DP15109 Modeling and Forecasting Macroeconomic Downside Risk
|Author(s):||Andrea De Polis, Davide Delle Monache, Ivan Petrella|
|Publication Date:||July 2020|
|Keyword(s):||Business cycle, Downside risk, financial conditions, score driven models, Skewness|
|JEL(s):||C53, E32, E44|
|Programme Areas:||Monetary Economics and Fluctuations|
|Link to this Page:||cepr.org/active/publications/discussion_papers/dp.php?dpno=15109|
We investigate the relation between downside risk to the economy and the financial markets within a fully parametric model.
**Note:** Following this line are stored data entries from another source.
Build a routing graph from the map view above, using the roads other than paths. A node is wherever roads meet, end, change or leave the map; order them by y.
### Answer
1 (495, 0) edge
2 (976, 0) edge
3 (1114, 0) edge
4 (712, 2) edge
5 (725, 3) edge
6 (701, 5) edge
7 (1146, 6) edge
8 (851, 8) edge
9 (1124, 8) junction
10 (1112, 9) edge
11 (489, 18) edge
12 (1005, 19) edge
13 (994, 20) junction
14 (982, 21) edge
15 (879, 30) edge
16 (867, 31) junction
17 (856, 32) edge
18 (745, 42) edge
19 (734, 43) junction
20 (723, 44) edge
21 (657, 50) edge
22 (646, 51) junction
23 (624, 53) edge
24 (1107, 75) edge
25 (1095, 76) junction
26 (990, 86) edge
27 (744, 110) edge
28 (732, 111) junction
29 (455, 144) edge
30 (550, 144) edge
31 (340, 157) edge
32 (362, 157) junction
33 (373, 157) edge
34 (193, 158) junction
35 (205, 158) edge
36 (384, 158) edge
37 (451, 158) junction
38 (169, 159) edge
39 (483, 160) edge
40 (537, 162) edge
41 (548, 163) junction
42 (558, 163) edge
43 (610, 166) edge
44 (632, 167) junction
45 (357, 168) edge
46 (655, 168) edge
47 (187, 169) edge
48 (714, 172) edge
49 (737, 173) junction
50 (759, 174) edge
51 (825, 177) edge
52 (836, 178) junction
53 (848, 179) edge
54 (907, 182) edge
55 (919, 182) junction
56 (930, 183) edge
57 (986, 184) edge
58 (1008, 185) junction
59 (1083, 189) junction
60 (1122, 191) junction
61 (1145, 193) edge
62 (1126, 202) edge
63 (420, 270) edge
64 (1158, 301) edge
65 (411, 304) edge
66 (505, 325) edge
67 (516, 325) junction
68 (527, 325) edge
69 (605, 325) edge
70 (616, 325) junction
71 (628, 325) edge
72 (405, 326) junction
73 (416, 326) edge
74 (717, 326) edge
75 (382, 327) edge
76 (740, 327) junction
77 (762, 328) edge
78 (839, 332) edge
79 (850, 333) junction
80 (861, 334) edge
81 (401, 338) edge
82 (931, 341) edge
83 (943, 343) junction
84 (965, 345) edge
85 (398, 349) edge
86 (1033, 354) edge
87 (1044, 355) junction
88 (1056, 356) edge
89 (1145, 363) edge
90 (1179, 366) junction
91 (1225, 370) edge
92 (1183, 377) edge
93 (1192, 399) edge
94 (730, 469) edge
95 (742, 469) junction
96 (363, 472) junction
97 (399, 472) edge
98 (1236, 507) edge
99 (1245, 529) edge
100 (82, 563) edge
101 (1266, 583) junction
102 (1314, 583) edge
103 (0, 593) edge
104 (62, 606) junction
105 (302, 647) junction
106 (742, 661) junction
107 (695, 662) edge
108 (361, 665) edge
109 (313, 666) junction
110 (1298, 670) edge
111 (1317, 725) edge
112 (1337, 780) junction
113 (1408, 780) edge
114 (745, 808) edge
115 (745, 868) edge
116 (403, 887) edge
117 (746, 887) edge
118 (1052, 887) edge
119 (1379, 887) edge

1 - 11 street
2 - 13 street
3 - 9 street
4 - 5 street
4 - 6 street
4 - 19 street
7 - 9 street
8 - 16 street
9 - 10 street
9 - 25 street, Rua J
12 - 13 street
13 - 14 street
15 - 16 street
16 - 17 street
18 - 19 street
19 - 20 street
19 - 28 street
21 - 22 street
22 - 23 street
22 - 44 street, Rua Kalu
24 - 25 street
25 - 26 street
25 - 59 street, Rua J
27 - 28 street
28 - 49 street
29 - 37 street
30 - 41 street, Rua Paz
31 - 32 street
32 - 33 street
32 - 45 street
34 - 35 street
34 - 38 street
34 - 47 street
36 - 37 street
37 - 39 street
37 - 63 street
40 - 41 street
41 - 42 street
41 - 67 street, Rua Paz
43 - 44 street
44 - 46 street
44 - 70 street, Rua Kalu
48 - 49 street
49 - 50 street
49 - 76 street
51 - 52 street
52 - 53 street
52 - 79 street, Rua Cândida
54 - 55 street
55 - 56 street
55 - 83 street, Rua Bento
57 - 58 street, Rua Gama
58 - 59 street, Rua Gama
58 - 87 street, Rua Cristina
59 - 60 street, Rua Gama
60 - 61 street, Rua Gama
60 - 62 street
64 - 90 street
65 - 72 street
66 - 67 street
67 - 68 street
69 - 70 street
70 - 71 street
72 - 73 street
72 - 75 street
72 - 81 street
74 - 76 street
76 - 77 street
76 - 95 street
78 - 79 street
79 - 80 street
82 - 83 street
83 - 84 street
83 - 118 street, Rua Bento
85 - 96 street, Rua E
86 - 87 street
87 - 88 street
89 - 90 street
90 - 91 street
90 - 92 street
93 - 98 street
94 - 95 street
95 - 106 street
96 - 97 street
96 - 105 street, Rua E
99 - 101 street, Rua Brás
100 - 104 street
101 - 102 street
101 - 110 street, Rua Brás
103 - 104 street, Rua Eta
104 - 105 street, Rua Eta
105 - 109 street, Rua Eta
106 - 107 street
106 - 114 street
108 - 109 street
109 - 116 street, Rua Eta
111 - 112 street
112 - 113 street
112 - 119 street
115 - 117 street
We characterize the complete predictive distribution of GDP growth employing a Skew-t distribution with time-varying location, scale, and shape, for which we model both secular trends and cyclical changes. Episodes of downside risk are characterized by increasing negative asymmetry, which emerges as a clear feature of the data. Negatively skewed predictive distributions arise ahead and during recessions, and tend to be anticipated by tightening of financial conditions. Indicators of excess leverage and household credit outstanding are found to be significant drivers of downside risk. Moreover, the Great Recession marks a significant shift in the unconditional distribution of GDP growth, which has featured a distinct negative skewness since then. The model delivers competitive out-of-sample (point and density) forecasts, improving upon standard benchmarks, especially due to financial conditions providing a strong signal of increasing downside risk.